- Born: Dare Odumuye Bodija, Ibadan
- Died: 2007
- Occupation: Activist

= Dare Odumuye =

Nigerian LGBT activist

Dare Odumuye was a Nigerian LGBTQ rights activist, former executive director of Alliance Rights Nigeria, and one of the foremost sexual rights activist from Nigeria. He was a 2004 Ashoka fellow and a respected member of the gay community in Nigeria.

==Work==
Dare founded Alliance Rights Nigeria in 1999, giving a face to what many believed is an alien concept. To the community of gay men and women across Nigeria, this became a rallying point.

At great cost to his life and safety, Dare began to organise and succeeded in bringing homosexuality into the public consciousness. He used facts about realities from the community to advocate for public acceptance of homosexuality and the need to direct prevention efforts on sexually transmitted diseases to benefit the community. At the same time he implemented direct training to prevent the spread of HIV amongst the community, having himself tested positive to the disease in 2001.

It was to Dare's credit that the National AIDS and STD Control Program was able to include the category “men sleeping with men” in all its studies, by being able to show the importance of the gay community to all programs for public health given their interaction and intersection with the general population.

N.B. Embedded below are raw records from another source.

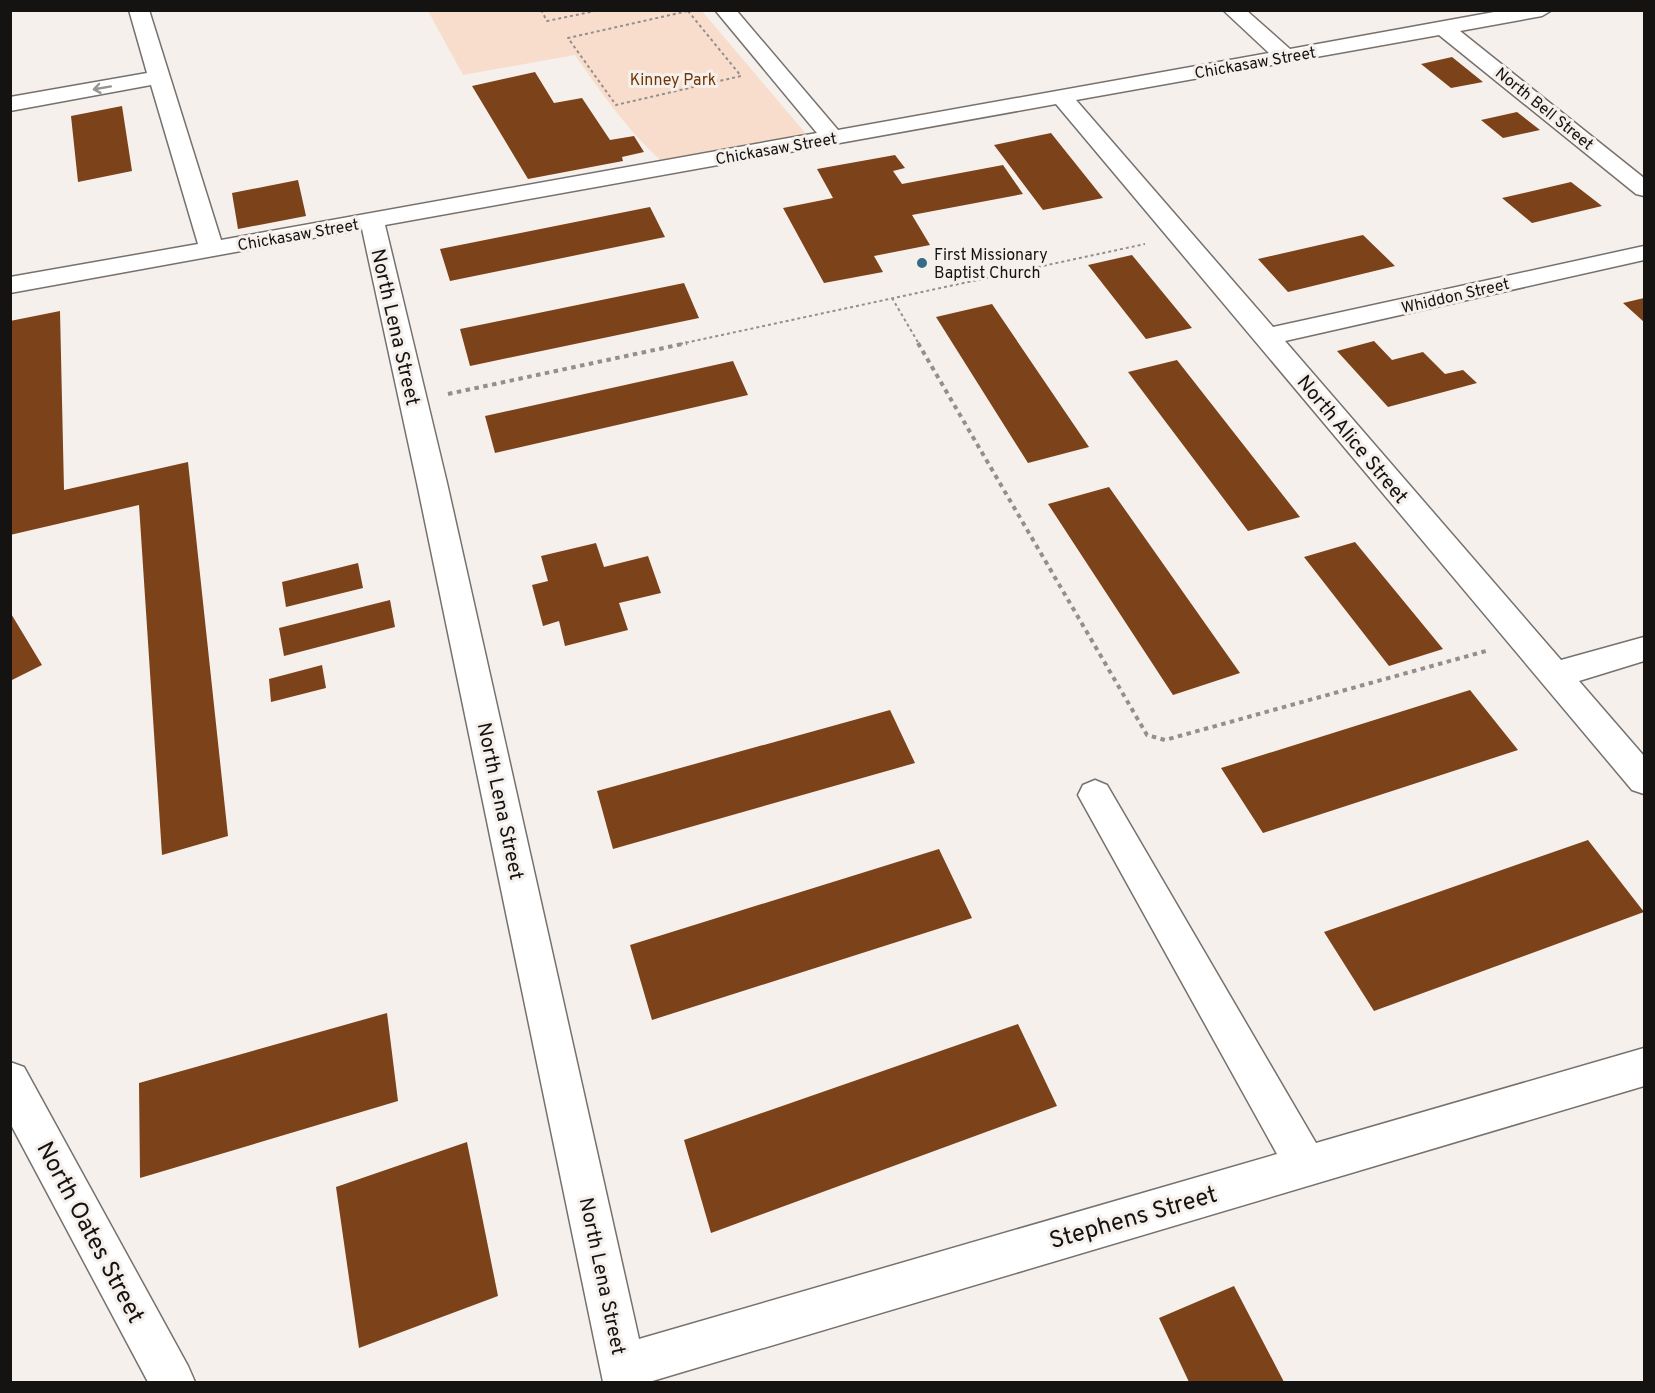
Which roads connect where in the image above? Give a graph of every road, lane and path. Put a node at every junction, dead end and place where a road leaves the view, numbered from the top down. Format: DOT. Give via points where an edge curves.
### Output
graph roads {
  1 [pos="139,10"];
  2 [pos="541,10"];
  3 [pos="600,10"];
  4 [pos="725,10"];
  5 [pos="1233,10"];
  6 [pos="1542,10"];
  7 [pos="687,11"];
  8 [pos="1444,28"];
  9 [pos="1287,57"];
  10 [pos="159,77"];
  11 [pos="1062,97"];
  12 [pos="10,104"];
  13 [pos="833,138"];
  14 [pos="1644,189"];
  15 [pos="372,221"];
  16 [pos="1181,237"];
  17 [pos="212,249"];
  18 [pos="1644,253"];
  19 [pos="10,285"];
  20 [pos="892,298"];
  21 [pos="1266,337"];
  22 [pos="413,401"];
  23 [pos="1525,641"];
  24 [pos="1644,649"];
  25 [pos="1554,675"];
  26 [pos="1644,780"];
  27 [pos="1095,795"];
  28 [pos="1644,1067"];
  29 [pos="10,1081"];
  30 [pos="1305,1166"];
  31 [pos="624,1375"];
  32 [pos="172,1383"];
  1 -- 10 [label="street"];
  2 -- 3 [label="path" via="547,21"];
  4 -- 13 [label="street"];
  5 -- 9 [label="street"];
  6 -- 8 [label="street, Chickasaw Street"];
  7 -- 7 [label="path" via="644,21 568,38 616,105 741,76"];
  8 -- 9 [label="street, Chickasaw Street"];
  8 -- 14 [label="street, North Bell Street"];
  9 -- 11 [label="street, Chickasaw Street"];
  10 -- 12 [label="street, one-way"];
  10 -- 17 [label="street"];
  11 -- 13 [label="street, Chickasaw Street"];
  11 -- 16 [label="street, North Alice Street"];
  13 -- 15 [label="street, Chickasaw Street"];
  15 -- 17 [label="street, Chickasaw Street"];
  15 -- 22 [label="street, North Lena Street"];
  16 -- 20 [label="path"];
  16 -- 21 [label="street, North Alice Street"];
  17 -- 19 [label="street, Chickasaw Street"];
  18 -- 21 [label="street, Whiddon Street"];
  20 -- 22 [label="path"];
  20 -- 23 [label="path" via="1147,735 1165,740"];
  21 -- 23 [label="street, North Alice Street"];
  22 -- 31 [label="street, North Lena Street"];
  23 -- 25 [label="street, North Alice Street"];
  24 -- 25 [label="street"];
  25 -- 26 [label="street, North Alice Street"];
  27 -- 30 [label="street"];
  28 -- 30 [label="street, Stephens Street"];
  29 -- 32 [label="street, North Oates Street"];
  30 -- 31 [label="street, Stephens Street"];
}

Odumuye inspired a new generation of gay activists instilling in them the zeal to fight for their rights and their rightful place in Nigeria. He also targeted the media and policymakers with education to ensure greater understanding of the effects of homophobia. He inspired confidence and self-esteem in many gay men he mentored. Many LGBTQ advocacy groups in Nigeria today were founded or headed by his mentees.